BEGIN Given records

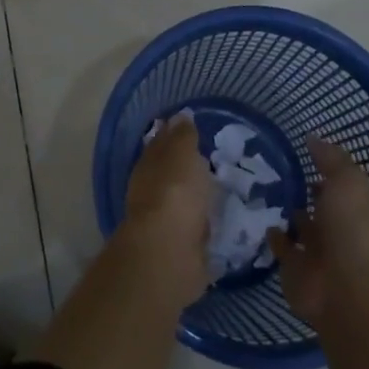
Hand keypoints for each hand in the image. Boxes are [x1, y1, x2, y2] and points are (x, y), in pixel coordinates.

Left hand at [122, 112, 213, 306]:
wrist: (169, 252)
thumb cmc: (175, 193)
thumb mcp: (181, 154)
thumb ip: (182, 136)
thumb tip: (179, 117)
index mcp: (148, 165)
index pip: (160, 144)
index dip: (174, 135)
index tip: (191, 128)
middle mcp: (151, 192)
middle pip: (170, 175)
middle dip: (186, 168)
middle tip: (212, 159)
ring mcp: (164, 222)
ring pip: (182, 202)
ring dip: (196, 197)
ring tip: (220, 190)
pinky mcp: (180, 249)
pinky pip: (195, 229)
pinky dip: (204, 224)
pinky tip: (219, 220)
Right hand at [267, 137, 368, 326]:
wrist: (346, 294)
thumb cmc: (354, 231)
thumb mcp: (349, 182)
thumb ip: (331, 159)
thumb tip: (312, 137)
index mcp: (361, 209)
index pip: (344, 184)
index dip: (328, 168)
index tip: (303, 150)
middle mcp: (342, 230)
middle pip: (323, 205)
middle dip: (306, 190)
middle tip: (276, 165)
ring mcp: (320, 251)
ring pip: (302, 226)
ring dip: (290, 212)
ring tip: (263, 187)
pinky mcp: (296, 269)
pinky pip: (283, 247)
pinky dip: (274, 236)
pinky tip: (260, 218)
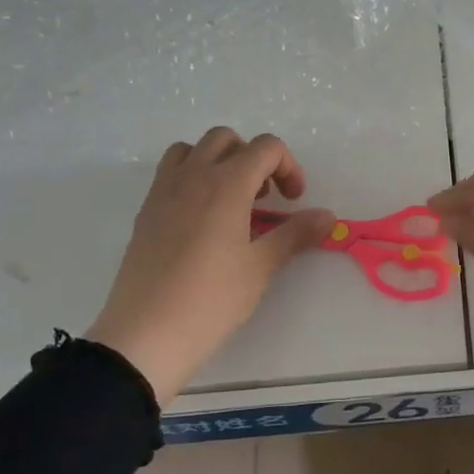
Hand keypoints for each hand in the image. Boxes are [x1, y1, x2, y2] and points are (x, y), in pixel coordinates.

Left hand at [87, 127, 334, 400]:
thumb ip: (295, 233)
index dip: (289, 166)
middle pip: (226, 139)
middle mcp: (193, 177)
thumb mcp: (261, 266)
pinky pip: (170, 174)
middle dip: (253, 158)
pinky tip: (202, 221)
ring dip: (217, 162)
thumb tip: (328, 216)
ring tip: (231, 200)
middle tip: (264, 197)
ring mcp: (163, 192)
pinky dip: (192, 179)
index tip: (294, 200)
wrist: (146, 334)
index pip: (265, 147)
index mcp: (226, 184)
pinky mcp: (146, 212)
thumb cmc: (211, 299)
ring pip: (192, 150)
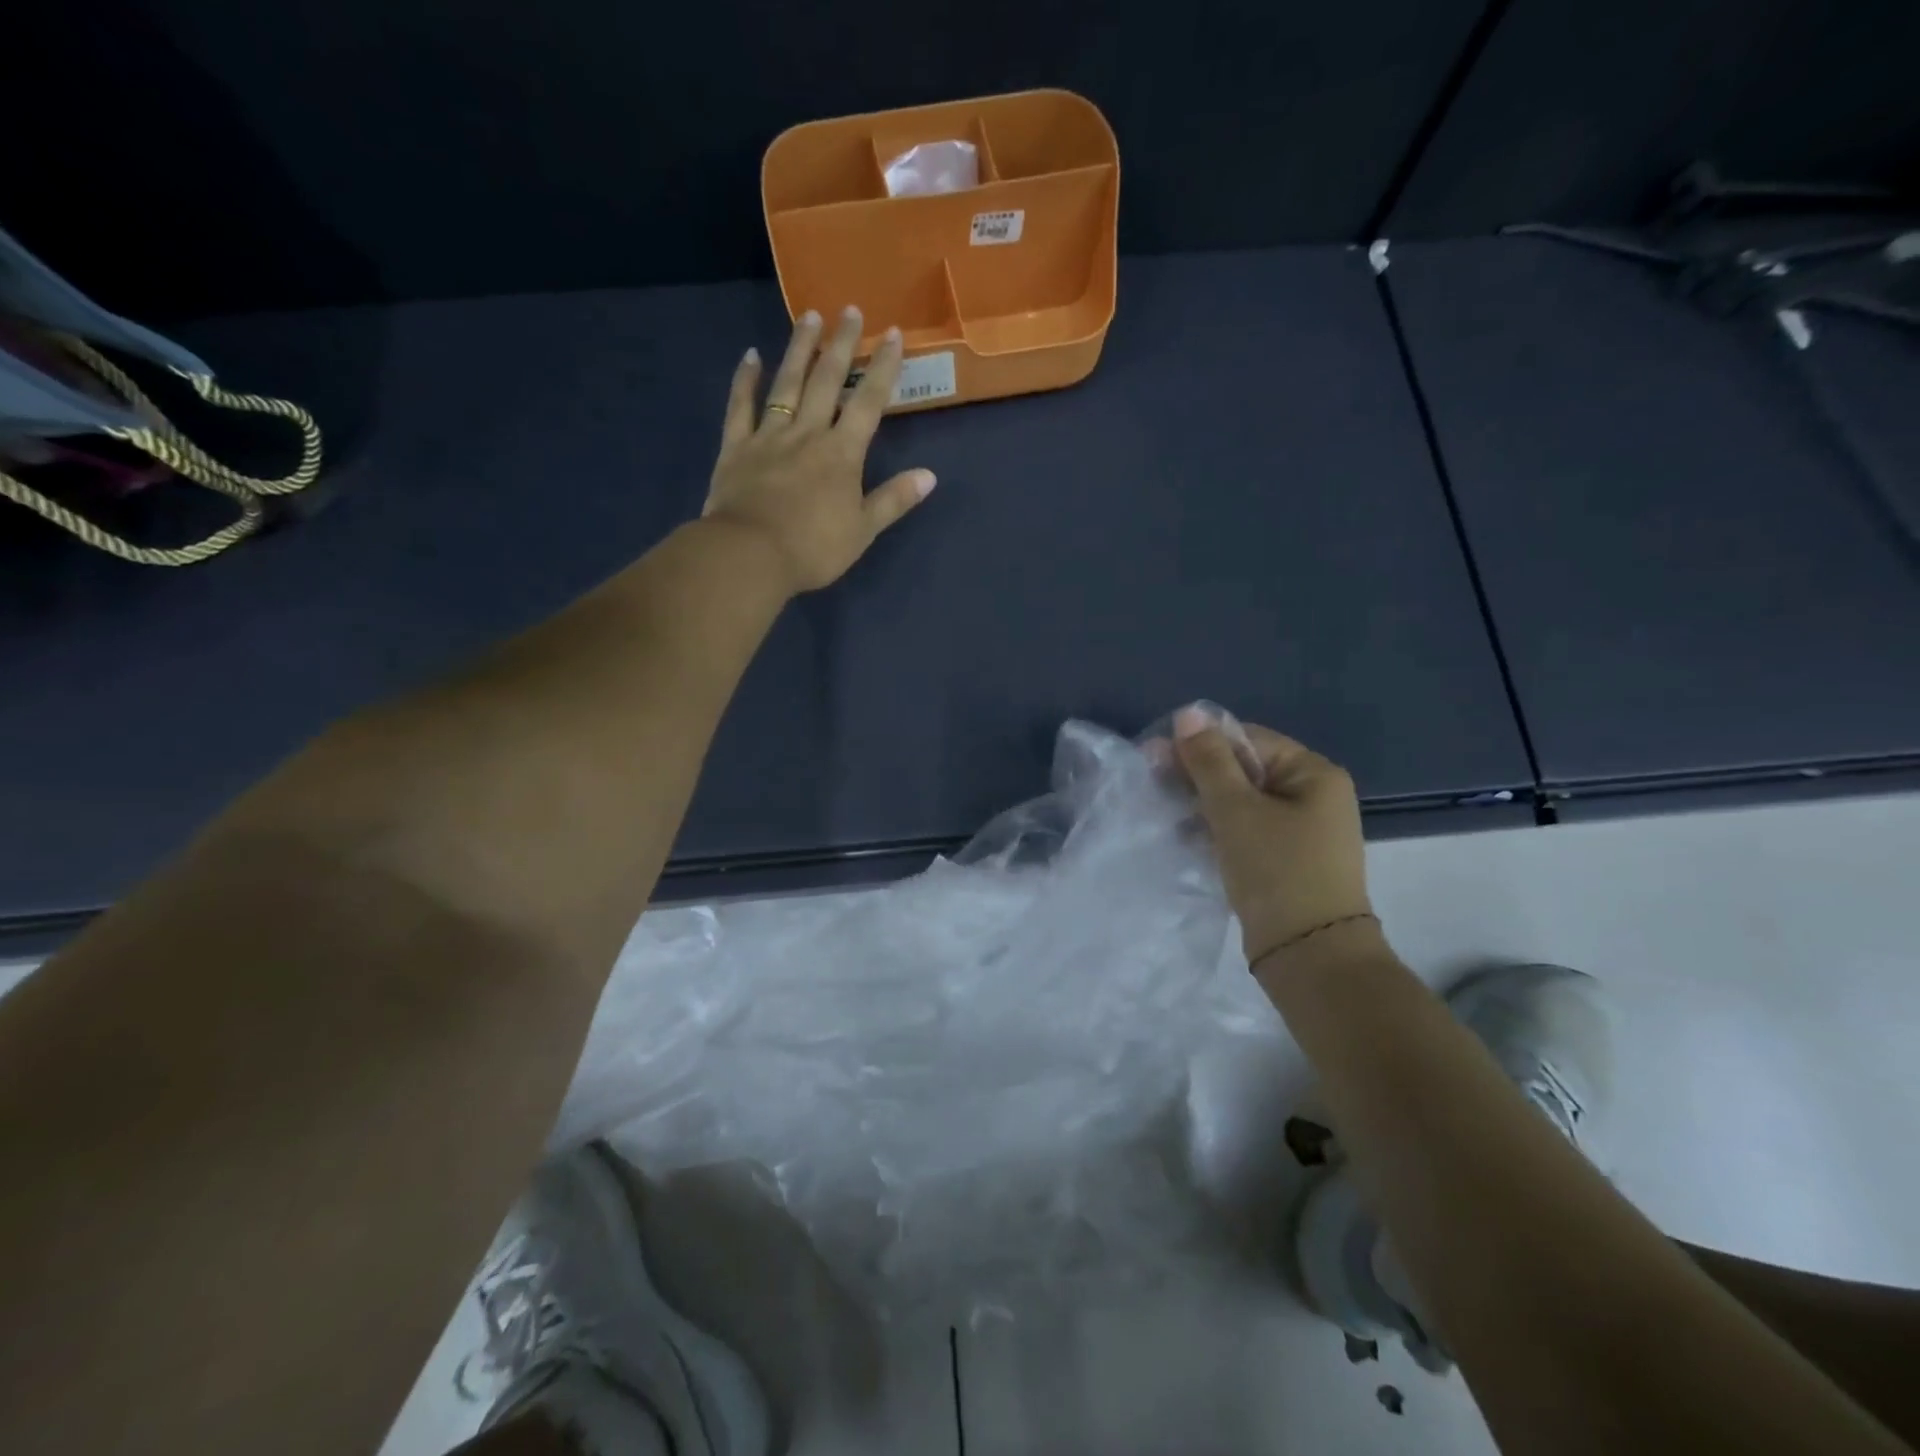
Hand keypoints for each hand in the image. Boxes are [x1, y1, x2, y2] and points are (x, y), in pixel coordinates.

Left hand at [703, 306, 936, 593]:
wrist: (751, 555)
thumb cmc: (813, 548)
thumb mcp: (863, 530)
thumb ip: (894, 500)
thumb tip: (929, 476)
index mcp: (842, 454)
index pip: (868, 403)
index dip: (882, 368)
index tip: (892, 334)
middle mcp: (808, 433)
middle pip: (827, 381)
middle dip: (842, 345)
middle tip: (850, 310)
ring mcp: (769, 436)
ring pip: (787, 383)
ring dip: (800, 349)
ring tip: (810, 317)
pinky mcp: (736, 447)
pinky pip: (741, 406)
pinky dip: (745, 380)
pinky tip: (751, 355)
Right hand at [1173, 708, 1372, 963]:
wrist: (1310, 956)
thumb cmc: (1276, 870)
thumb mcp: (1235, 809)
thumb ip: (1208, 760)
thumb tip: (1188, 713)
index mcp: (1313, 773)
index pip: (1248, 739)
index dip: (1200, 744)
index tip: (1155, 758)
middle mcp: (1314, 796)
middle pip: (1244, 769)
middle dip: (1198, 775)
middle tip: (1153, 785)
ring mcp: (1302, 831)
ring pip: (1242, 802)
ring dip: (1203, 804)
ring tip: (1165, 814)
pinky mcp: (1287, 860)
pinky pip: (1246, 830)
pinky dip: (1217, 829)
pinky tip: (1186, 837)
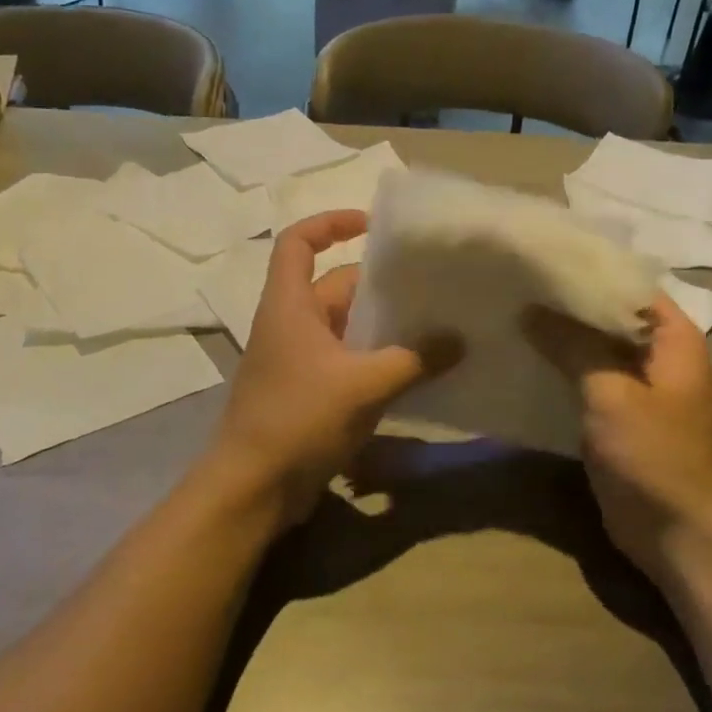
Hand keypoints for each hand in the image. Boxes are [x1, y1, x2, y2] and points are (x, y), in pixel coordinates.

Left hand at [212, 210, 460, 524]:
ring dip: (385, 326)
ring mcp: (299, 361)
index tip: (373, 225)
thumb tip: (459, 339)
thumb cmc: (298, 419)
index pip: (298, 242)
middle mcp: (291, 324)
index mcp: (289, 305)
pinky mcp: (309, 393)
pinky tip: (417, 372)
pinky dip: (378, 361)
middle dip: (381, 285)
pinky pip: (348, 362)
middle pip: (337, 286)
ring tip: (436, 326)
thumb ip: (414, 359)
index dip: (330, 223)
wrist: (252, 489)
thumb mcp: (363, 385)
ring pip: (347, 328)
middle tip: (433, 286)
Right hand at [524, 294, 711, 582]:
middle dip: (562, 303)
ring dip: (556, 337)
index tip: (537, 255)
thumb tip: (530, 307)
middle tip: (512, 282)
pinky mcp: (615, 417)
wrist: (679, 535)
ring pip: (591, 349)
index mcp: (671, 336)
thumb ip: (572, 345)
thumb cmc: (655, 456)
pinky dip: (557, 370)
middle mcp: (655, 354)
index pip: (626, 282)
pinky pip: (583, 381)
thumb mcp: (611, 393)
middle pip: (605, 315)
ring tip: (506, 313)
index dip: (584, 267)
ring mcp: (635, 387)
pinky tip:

END Given records

What you have to do - Take the lines from the start of the entries through the line containing "pinky pip: (195, 229)" and set them down exactly, leaving out every picture.

Output for this task -
Hand keypoints for each hand in the image. Boxes are [x1, y1, x2, y2] and points are (x, y), in pixel coordinates.

Left hand at [122, 112, 213, 306]:
wrist: (169, 252)
thumb cmc: (175, 193)
thumb mcp: (181, 154)
thumb ip: (182, 136)
thumb tip: (179, 117)
index mcp: (148, 165)
index pip: (160, 144)
index dip: (174, 135)
index tip: (191, 128)
middle mcp: (151, 192)
middle pip: (170, 175)
middle dip: (186, 168)
middle tip: (212, 159)
ring mcp: (164, 222)
ring pip: (182, 202)
ring dip: (196, 197)
ring tip: (220, 190)
pinky mcp: (180, 249)
pinky pip: (195, 229)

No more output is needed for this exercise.